The study was carried out by IIT in collaboration with the University of Salento (Italy), the Politecnico of Bari (Italy), the Consejo Superior de Investigaciones Cientificas (CSIC, Spain) and the Centro National de Investigaciones Oncologicas (CNIO, Spain).
The study’s first author is Filippo Pisano, a researcher at IIT’s Center for Biomolecular Nanotechnologies (CBN) in Lecce, Italy, coordinated by Marco Grande of the Politecnico di Bari and CBN Principal Investigators Ferruccio Pisanello and Massimo De Vittorio.
A probe thinner than a hair
In Italy the interdisciplinary team aimed at obtaining micrometric structures which are capable of studying neuronal tissue in a detailed way by using light, i.e. through the incorporation of optical nanomodulators. To do this, scientists combined expertise in nanometer-scale fabrication and biomedical neuro-engineering, in order to exploit the physics of surface plasmon polaritons and create an investigative tool that modifies and amplifies the way light can stimulate and monitor specific brain areas.
They started from a tapered optical fiber, thinner than a hair, and then they equipped it with nanostructures that resonate in response to a light stimulus introduced by the fiber itself into deep brain regions. The nanostructures were created by coating the probe microscopic tip with a thin layer of gold. Then, using a gallium ion beam as a chisel, they shaped a grid of nanoscopic optical elements, consisting of 100 nm thin lines, whose characteristics were validated in a series of microscopy and optical spectroscopy experiments.
Thanks to this fabrication method, it was possible to obtain a tool which permits to control both the probe light beam modulation and the local electric field acting on surfaces comparable to the size of brain cells. Researchers may be able, then, to study the interaction between the light beam and neuronal structures, even in the deepest areas of the brain.
Efficient tool for studying diseases
The possibility of creating such implantable plasmonic systems offers a new perspective in the study of the central nervous system: the amplification produced by the nanostructures is intended to be an efficient tool for detecting the biochemical and cellular structure alterations underlying the origin of several neural disorders.
Therefore, the part of the international team based in Spain is focusing on the application it may have.

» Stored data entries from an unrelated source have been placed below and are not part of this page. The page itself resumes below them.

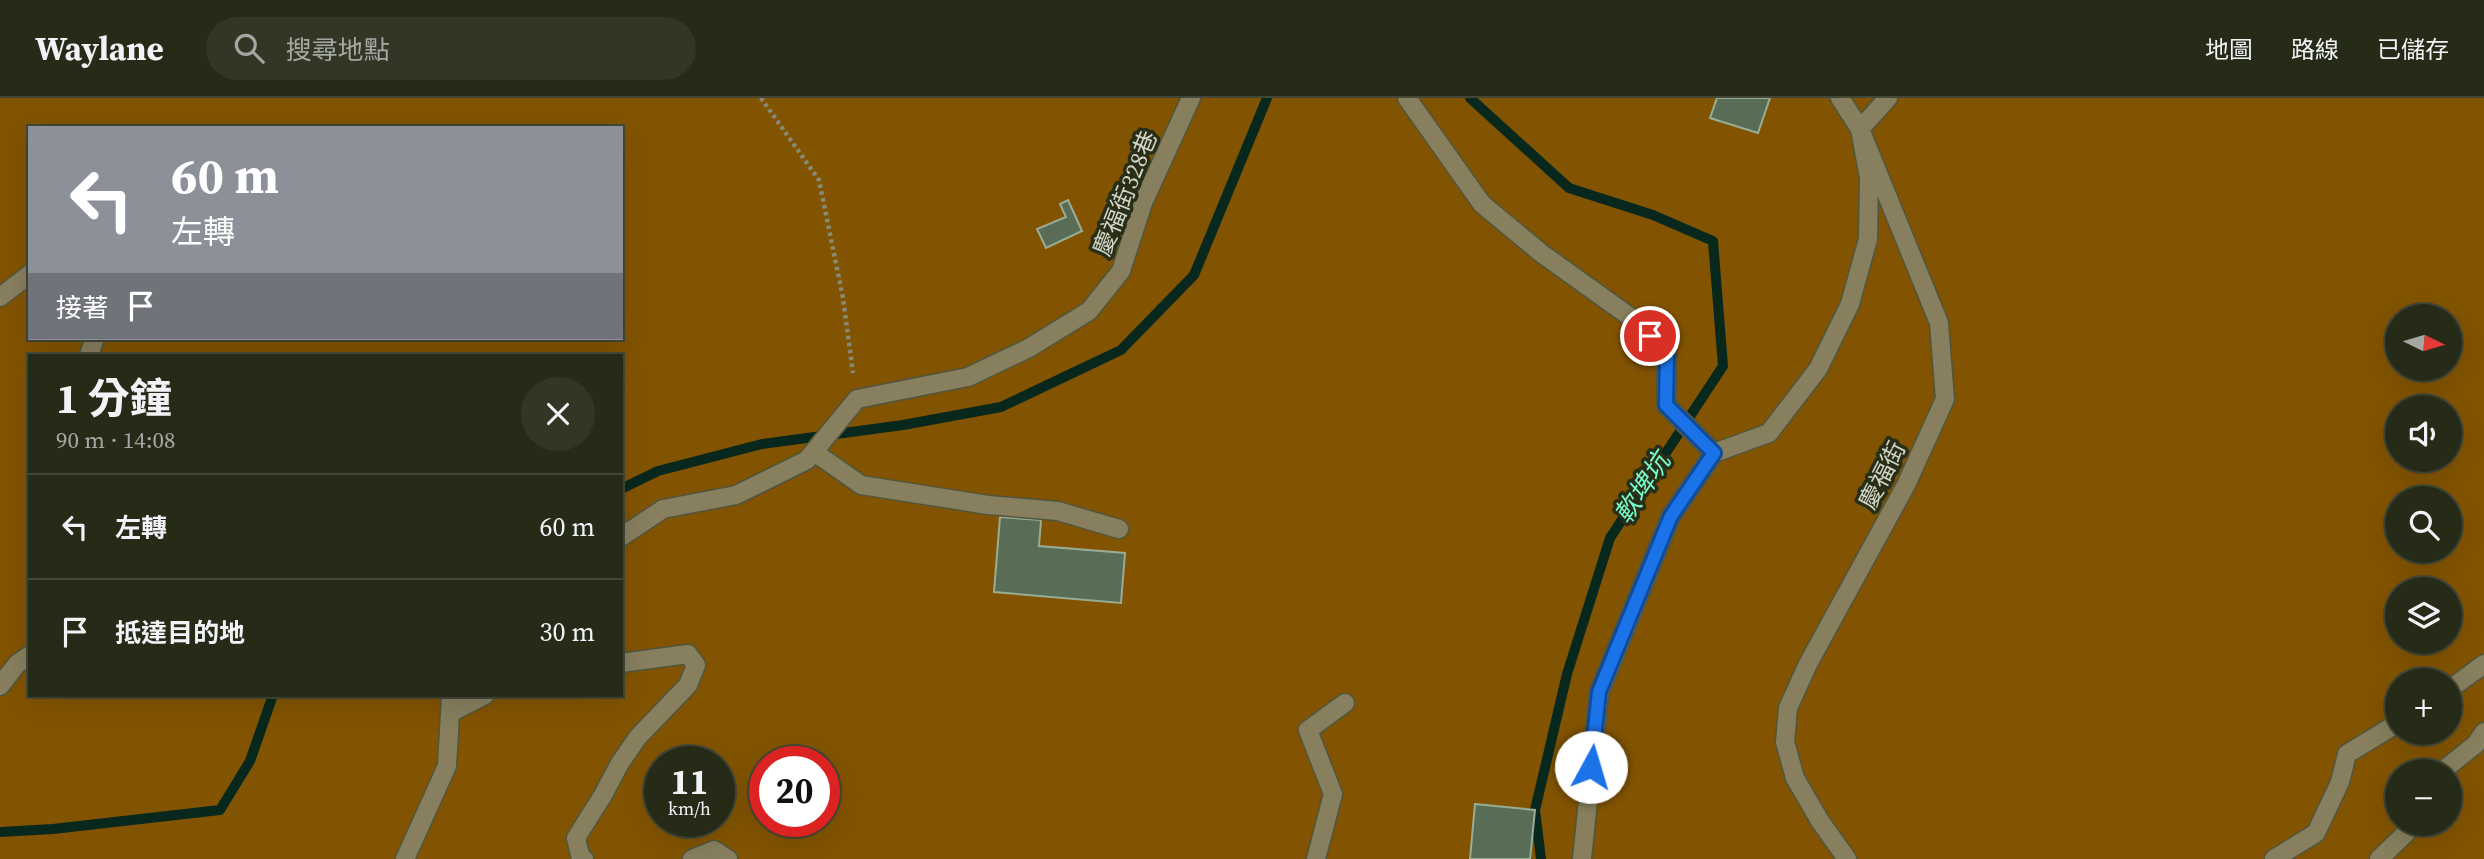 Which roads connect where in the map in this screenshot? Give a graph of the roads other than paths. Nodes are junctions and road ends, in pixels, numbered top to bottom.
1 (1191, 98) edge
2 (1407, 98) edge
3 (1840, 98) edge
4 (1888, 98) edge
5 (1860, 129) junction
6 (28, 276) edge
7 (0, 297) edge
8 (814, 452) junction
9 (1714, 453) junction
10 (1119, 529) dead end
11 (623, 536) edge
12 (28, 656) edge
13 (623, 663) edge
14 (2484, 664) edge
15 (2462, 680) edge
16 (0, 686) edge
17 (451, 697) edge
18 (481, 697) edge
19 (1345, 703) dead end
20 (450, 713) junction
21 (2385, 731) edge
22 (2484, 732) edge
23 (2457, 759) edge
24 (2403, 836) edge
25 (405, 859) edge
26 (584, 859) edge
27 (692, 859) edge
28 (728, 859) edge
29 (1316, 859) edge
30 (1582, 859) edge
31 (1847, 859) edge
32 (2274, 859) edge
33 (2379, 859) edge

1 - 8 street, 慶福街328巷
2 - 9 street
3 - 5 street, 慶福街
4 - 5 street
5 - 9 street
5 - 31 street, 慶福街
6 - 7 street
8 - 10 street
8 - 11 street
9 - 30 street
12 - 16 street
13 - 26 street
14 - 15 street
17 - 20 street
18 - 20 street
19 - 29 street
20 - 25 street
21 - 32 street
22 - 23 street
24 - 33 street
27 - 28 street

Experimental researchers at CSIC led by Liset M de la Prida are working to apply these probes in the study of post-traumatic epilepsy and neurodegenerative diseases, such as Alzheimer’s disease. While, the Brain Metastasis Group led by Manuel Valiente at the CNIO will investigate the use of this new technology to distinguish primary from metastatic tumors, whose treatments are different, as well as the use of light to permeabilize the blood-brain barrier, allowing anti-tumour drugs to pass through the vascular barrier.
The research was funded by the European Research Council (ERC) and within two projects under the European Union’s Horizon 2020 research and innovation programs (MODEM, NanoBright and DEEPER projects); it also benefited of grant from the National Institute of Health of the United States of America.